Journal of Gambling Studies
- Subject: Gambling
- Language: English
- Edited by: Jon Grant

Publication details
- Former name(s): Journal of Gambling Behavior
- History: 1985–present
- Publisher: Springer Science+Business Media
- Frequency: Quarterly
- Impact factor: 2.4 (2022)

Standard abbreviations
- ISO 4: J. Gambl. Stud.

Indexing
- CODEN: JGSTEM
- ISSN: 1050-5350 (print) 1573-3602 (web)
- LCCN: 2001252152
- OCLC no.: 299333735

Links
- Journal homepage; Online archive;

= Journal of Gambling Studies =

The Journal of Gambling Studies is a quarterly peer-reviewed journal covering all aspects of gambling with an emphasis on gambling disorder.
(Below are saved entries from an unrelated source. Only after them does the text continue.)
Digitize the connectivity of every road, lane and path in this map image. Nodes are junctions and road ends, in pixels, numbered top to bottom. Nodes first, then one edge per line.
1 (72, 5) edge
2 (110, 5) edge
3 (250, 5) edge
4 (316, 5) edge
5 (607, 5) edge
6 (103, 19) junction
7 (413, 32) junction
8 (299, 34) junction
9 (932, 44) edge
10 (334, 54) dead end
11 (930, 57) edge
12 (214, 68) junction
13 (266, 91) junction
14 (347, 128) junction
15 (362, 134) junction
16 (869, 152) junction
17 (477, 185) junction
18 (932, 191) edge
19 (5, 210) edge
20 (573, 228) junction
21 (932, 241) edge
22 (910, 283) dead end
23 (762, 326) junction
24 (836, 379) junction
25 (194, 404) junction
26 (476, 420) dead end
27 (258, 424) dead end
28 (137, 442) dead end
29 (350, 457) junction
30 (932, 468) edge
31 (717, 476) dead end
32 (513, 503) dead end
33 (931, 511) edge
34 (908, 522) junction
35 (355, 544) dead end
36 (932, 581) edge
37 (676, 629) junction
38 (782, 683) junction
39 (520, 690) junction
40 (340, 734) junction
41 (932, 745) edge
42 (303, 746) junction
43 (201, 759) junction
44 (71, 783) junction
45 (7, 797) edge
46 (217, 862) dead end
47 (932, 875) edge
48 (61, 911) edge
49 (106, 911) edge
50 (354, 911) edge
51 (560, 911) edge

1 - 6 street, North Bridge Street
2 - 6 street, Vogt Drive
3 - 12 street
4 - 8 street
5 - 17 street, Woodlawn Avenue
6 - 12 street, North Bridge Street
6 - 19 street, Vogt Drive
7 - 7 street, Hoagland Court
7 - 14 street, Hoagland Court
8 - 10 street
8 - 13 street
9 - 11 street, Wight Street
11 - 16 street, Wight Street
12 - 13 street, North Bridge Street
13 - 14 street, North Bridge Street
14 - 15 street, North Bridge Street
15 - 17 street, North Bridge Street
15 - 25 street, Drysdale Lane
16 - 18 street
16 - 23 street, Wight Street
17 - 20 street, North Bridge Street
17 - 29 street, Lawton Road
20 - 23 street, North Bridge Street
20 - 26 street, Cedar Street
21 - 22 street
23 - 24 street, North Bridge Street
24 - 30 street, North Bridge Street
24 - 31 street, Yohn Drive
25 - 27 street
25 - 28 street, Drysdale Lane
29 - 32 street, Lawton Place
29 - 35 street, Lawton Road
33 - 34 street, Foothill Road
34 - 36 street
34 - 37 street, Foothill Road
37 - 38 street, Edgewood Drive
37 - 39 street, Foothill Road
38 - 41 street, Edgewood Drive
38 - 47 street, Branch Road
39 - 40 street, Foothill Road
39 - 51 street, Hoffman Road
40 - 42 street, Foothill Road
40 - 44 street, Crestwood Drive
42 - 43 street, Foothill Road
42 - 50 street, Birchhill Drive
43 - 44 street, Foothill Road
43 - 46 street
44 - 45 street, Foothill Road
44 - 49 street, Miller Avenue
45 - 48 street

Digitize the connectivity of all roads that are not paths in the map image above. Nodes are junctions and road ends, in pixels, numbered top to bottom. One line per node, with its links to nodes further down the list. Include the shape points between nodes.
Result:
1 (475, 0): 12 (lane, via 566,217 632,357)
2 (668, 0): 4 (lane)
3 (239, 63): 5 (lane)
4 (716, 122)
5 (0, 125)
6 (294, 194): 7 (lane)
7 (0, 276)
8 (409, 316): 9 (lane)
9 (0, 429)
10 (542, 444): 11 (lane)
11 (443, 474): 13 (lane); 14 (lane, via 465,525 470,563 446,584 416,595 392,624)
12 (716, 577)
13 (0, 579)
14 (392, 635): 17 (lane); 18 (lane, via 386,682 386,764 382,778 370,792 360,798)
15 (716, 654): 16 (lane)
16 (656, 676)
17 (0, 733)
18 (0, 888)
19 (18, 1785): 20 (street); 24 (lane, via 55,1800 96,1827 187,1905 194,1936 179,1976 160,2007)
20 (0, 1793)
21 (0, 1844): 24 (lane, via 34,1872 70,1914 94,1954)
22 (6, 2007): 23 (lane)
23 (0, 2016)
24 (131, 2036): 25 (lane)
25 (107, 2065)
The first academic journal focused on gambling, it was established in 1985 as the Journal of Gambling Behavior, obtaining its current name in 1990. It is published by Springer Science+Business Media and the editor-in-chief is James P. Whelan (University of Memphis). Previous editors were Henry R. Lesieur (1985 to 1996), Howard J. Shaffer (1997 to 2002) and Jon E. Grant (2003 to 2025). According to the Journal Citation Reports, the journal has an impact factor of 2.4 for 2022 and a five year impact factor (2022) of 2.9.